**Prompt**
Count all lines holding "this" in the data below and say the number, nothing more.

Stored data

- Opening Delimiter -

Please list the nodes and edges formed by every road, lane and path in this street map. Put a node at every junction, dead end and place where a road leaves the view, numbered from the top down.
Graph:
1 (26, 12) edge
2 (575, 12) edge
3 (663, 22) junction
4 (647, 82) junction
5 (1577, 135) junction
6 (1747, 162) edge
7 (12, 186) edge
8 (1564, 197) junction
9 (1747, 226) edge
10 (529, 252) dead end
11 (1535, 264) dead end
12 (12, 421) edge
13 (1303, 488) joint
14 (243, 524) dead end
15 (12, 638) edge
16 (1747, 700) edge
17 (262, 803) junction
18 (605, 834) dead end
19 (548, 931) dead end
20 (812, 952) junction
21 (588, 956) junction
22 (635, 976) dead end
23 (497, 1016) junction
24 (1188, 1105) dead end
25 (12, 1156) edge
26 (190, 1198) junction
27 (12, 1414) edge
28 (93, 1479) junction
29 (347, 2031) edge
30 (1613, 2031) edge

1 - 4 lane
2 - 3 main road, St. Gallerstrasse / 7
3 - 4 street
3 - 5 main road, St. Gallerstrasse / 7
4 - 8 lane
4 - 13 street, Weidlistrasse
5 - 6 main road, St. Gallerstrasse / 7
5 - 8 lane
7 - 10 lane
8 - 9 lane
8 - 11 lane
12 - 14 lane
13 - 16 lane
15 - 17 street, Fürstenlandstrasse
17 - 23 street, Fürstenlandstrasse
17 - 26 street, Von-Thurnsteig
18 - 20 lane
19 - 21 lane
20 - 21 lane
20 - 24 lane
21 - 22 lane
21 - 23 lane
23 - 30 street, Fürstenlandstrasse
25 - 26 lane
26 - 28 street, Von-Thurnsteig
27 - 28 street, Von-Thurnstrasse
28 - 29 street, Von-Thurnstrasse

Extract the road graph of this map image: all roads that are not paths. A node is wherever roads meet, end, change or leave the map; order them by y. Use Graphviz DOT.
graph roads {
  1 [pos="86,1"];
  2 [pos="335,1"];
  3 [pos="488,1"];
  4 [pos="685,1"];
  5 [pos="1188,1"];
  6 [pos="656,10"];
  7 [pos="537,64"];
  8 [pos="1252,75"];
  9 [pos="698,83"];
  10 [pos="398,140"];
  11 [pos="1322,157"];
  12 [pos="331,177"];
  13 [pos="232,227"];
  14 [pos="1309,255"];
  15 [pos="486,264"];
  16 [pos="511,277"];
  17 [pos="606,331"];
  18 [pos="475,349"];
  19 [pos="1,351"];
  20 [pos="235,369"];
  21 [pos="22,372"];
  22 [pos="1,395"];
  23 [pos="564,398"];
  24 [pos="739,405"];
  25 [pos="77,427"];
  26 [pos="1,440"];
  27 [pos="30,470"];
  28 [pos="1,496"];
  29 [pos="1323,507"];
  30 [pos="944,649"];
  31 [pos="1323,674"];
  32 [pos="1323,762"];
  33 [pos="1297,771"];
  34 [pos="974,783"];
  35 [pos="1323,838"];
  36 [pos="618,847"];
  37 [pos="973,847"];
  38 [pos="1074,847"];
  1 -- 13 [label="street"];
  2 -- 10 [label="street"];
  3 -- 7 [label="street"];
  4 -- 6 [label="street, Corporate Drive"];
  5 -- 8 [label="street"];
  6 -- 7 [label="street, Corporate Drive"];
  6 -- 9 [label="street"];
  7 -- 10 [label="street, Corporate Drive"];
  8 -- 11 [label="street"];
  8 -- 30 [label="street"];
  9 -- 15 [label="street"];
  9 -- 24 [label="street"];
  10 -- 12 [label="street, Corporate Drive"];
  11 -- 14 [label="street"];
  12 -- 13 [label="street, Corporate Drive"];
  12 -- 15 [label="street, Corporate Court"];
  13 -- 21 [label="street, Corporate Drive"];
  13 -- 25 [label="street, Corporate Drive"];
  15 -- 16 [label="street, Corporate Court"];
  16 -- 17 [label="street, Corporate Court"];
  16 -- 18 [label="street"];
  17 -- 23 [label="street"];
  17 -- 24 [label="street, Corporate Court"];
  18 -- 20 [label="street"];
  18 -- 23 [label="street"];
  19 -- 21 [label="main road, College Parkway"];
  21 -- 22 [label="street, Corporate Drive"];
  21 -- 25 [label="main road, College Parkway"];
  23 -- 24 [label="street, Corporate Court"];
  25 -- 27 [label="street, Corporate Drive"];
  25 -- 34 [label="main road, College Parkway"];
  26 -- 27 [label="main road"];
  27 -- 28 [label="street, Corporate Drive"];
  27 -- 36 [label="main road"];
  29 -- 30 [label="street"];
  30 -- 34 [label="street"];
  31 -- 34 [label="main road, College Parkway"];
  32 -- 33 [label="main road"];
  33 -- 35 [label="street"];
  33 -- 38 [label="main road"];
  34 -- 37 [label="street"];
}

- Closing Delimiter -

**Answer to the problem**
2